* Work to be completed *
Where in the material does the word "main" appear? Copy each line that has it.

─── Source information

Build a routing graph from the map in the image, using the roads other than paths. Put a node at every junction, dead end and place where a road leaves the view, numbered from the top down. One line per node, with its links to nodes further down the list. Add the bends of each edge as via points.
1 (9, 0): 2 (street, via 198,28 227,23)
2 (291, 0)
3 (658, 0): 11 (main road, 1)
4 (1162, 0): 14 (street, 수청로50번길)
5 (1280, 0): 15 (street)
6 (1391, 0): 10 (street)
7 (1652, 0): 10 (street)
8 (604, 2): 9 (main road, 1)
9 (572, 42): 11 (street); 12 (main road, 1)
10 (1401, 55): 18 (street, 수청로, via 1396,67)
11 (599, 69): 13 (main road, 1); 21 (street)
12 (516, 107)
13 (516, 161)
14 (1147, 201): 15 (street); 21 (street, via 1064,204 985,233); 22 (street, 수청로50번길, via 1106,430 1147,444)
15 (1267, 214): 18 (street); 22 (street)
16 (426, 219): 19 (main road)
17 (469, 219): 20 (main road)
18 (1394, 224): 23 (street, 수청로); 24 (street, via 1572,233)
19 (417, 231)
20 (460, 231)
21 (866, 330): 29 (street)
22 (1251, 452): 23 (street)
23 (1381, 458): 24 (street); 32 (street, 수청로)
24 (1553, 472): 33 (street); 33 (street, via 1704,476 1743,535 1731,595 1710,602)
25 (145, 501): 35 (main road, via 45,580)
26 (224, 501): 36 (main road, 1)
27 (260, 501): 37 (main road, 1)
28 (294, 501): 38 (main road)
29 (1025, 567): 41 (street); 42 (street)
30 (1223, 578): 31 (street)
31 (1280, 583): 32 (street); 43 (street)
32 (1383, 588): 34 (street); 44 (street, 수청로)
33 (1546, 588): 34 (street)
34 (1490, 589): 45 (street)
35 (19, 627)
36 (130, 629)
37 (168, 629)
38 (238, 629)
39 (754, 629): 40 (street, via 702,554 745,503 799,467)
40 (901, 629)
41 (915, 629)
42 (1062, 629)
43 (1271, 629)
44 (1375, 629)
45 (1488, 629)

──────

* Response area *
3 (658, 0): 11 (main road, 1)
8 (604, 2): 9 (main road, 1)
9 (572, 42): 11 (street); 12 (main road, 1)
11 (599, 69): 13 (main road, 1); 21 (street)
16 (426, 219): 19 (main road)
17 (469, 219): 20 (main road)
25 (145, 501): 35 (main road, via 45,580)
26 (224, 501): 36 (main road, 1)
27 (260, 501): 37 (main road, 1)
28 (294, 501): 38 (main road)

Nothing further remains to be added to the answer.